I think you are wrong on your take on this. Here is my take:
Steve Jobs runs a tight ship. Apple is working with the New York Times to provide content, and he always knew he was going to pull up the NY Times home page, and the missing flash plug-in would be there for a second before moving on. But this was not an accident, it was on purpose.
Apple and Adobe have been in a cold war for a while. Adobe feels that Apple jerked their chain by switching OS strategies during the OS9/Rhapsody/Copland days. Adobe then said, fine, we will wait until you figure out what to do and then get around to re-writing our apps. Apple released shiny new Intel Macs and there were no native Adobe apps. Mac users had to keep their G5 computers, or get an Intel Mac and use Rosetta emulation. Every day for over a year, Apple had to hear about people who were not buying new Intel Macs until Adobe shipped. I was one of those people. I bet the day Adobe released native Intel apps was one of Apple's better sales days ever.
That was then, Flash is now. Adobe had a "lite version" of Flash, but it went nowhere. Developers had no real interest in pushing lite apps out. And Jobs is not the type to offer a lite experience anyhow, so he punted. No flash on the iPhone. Flash is notorious for being a bit of a CPU hog, and that would affect battery life and Apple wanted no part of that.

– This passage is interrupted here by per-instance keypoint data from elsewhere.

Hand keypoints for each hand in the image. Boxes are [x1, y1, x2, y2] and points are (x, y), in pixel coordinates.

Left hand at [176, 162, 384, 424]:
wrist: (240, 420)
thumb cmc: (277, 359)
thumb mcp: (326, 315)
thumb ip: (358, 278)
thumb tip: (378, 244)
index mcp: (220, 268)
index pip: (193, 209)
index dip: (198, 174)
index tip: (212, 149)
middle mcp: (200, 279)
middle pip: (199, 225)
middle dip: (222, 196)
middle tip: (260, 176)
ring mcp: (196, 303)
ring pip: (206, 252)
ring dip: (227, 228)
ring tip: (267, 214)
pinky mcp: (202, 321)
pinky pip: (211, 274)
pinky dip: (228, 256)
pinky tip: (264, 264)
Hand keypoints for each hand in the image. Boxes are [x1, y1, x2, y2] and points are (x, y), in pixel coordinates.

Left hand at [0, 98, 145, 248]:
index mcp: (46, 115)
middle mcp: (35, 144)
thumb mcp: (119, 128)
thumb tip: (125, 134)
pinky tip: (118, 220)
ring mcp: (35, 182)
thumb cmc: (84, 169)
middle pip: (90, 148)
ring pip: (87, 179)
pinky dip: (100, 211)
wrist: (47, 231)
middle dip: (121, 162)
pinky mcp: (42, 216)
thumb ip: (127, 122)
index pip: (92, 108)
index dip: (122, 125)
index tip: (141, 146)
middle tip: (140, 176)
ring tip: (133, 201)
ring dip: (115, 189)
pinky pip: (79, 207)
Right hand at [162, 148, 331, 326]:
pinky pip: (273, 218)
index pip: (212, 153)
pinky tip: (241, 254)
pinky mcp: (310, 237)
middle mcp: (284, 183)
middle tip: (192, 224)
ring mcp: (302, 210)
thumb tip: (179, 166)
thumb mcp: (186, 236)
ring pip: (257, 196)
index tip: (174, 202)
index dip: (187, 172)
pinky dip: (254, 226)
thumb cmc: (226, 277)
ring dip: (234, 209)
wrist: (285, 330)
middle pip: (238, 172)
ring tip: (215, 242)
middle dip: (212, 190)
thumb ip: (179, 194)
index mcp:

I always kind of felt bad for Dell. There computers were what they were, but a lot of their rep suffered because people had Dells and were having issues with things like viruses. Well, when people get viruses, they don't call Microsoft and ask them why Windows and IE is one giant security hole. People called Dell and said "my computer is junk!"
Apple did not want that to play out with the iPhone and Flash. For security reasons, for performance reasons and for keeping the spotlight on the app store reasons. Apple would be happy if Flash went away.
Anyhow, Jobs knew that the missing plug-in was going to show up and guess what? We are seeing lots of articles about the demise of Flash. A return to server side and web standard technologies. Javascript has risen from the dead. If there is a missing plug-in icon on the NY Times, it's up to the NY Times to make sure they are developing a web site that just works.
I heard a great phrase the other day, the internet has become the splinternet. It's no longer only desktops and laptops connecting to the web, it's phones and now iPads with who knows what capabilities, it's web services consumed by all sorts of things, etc.
The onus is on the developers to develop for the new splinternet, it's not up to the hardware makers to make sure their devices support Flash if it's not appropriate for their device.
Hell hath no fury like a Steve Jobs scorned.
Anyhow, that's my take, it's my opinion, love it or leave it.